What is expected:
The answer must be every line from the entries below that includes "name".

Given entries:
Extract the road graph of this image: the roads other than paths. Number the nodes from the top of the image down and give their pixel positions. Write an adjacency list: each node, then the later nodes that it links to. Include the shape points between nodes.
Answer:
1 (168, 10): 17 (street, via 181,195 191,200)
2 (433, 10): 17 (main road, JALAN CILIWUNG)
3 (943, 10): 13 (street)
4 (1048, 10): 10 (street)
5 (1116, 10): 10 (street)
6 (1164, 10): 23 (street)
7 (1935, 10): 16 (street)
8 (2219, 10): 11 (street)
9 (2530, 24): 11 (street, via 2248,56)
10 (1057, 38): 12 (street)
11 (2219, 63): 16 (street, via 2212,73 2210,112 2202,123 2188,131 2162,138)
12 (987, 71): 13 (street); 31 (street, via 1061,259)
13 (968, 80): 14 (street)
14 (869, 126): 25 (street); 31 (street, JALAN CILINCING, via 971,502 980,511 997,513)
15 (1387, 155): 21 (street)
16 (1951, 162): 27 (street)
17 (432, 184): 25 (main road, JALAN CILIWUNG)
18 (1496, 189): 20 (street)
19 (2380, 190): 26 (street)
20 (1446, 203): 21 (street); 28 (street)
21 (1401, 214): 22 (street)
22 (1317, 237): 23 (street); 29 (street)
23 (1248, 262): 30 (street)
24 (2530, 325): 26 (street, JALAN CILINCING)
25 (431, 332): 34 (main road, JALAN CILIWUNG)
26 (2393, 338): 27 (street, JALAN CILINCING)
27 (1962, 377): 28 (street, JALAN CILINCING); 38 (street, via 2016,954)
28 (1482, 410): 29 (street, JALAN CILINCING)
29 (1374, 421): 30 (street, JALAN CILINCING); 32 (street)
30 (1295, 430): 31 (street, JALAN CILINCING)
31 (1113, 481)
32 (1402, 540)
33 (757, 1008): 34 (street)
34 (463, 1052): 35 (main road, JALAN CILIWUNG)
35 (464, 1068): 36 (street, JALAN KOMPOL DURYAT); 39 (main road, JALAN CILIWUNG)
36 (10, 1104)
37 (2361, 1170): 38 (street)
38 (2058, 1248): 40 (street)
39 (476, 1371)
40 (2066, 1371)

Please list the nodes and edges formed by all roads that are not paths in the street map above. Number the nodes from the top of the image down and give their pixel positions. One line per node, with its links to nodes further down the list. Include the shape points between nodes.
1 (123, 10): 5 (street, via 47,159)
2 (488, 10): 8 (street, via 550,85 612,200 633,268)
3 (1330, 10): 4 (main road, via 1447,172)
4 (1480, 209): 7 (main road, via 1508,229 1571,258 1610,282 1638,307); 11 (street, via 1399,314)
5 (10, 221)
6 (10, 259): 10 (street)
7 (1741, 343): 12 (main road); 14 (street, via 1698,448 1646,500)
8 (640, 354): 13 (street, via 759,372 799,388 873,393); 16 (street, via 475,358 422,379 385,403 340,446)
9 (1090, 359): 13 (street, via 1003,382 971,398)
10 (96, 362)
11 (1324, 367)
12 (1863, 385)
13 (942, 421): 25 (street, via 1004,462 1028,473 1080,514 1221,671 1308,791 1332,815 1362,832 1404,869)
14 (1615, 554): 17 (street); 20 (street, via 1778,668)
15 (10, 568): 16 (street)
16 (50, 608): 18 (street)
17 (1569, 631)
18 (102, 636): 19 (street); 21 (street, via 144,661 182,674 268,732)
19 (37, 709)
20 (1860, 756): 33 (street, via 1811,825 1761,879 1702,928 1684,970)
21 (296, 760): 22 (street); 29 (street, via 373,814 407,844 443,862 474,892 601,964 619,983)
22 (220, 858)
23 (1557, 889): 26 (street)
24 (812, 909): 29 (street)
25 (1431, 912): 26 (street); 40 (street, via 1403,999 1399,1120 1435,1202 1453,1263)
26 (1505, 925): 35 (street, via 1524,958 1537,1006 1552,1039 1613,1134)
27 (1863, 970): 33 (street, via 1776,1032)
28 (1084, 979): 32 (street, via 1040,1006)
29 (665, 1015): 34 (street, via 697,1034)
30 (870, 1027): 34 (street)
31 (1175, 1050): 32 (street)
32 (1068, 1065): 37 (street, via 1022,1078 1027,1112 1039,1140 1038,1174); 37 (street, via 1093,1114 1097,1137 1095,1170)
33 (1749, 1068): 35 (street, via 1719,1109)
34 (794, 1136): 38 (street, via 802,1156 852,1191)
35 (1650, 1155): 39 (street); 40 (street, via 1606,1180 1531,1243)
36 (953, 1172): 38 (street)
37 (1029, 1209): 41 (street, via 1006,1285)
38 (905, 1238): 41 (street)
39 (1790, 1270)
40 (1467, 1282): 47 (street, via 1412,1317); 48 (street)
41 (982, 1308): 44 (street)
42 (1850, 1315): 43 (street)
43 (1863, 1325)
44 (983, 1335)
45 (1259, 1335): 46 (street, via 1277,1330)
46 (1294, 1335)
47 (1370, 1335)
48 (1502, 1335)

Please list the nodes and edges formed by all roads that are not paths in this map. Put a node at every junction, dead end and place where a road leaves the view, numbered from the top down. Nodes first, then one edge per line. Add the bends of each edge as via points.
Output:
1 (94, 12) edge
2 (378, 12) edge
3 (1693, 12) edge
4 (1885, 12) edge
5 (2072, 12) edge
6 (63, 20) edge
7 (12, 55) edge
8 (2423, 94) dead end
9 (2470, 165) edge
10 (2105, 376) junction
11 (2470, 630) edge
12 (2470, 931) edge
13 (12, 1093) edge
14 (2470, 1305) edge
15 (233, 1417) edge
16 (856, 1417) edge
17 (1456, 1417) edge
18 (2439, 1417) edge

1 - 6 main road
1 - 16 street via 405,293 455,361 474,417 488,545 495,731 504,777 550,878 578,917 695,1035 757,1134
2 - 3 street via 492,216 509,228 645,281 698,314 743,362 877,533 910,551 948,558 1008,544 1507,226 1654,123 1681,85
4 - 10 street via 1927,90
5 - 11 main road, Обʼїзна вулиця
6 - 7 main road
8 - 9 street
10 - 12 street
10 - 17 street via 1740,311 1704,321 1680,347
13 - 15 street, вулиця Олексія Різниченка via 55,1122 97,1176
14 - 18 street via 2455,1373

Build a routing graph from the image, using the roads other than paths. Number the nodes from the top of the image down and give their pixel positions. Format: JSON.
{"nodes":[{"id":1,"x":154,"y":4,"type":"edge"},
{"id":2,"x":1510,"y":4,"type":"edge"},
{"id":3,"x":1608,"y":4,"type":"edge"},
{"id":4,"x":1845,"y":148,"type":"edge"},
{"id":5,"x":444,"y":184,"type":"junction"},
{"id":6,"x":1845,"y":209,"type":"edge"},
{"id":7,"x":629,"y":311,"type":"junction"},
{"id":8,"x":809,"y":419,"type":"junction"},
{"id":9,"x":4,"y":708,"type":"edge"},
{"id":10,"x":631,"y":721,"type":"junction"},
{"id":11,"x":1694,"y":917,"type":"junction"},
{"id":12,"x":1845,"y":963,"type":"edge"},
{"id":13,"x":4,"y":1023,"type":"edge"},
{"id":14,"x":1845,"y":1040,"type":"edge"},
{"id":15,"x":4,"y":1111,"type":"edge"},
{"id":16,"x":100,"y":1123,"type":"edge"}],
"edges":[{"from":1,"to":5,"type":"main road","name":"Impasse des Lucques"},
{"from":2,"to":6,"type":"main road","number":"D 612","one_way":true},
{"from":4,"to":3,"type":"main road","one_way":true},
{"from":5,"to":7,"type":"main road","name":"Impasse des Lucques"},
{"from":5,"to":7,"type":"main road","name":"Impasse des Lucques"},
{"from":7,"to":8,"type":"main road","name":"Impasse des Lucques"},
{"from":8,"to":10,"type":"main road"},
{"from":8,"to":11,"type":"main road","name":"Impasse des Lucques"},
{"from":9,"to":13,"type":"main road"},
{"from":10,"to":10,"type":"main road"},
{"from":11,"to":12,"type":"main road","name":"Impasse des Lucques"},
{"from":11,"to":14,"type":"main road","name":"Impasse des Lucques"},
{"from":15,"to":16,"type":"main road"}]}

Result for this task:
"edges":[{"from":1,"to":5,"type":"main road","name":"Impasse des Lucques"},
{"from":5,"to":7,"type":"main road","name":"Impasse des Lucques"},
{"from":5,"to":7,"type":"main road","name":"Impasse des Lucques"},
{"from":7,"to":8,"type":"main road","name":"Impasse des Lucques"},
{"from":8,"to":11,"type":"main road","name":"Impasse des Lucques"},
{"from":11,"to":12,"type":"main road","name":"Impasse des Lucques"},
{"from":11,"to":14,"type":"main road","name":"Impasse des Lucques"},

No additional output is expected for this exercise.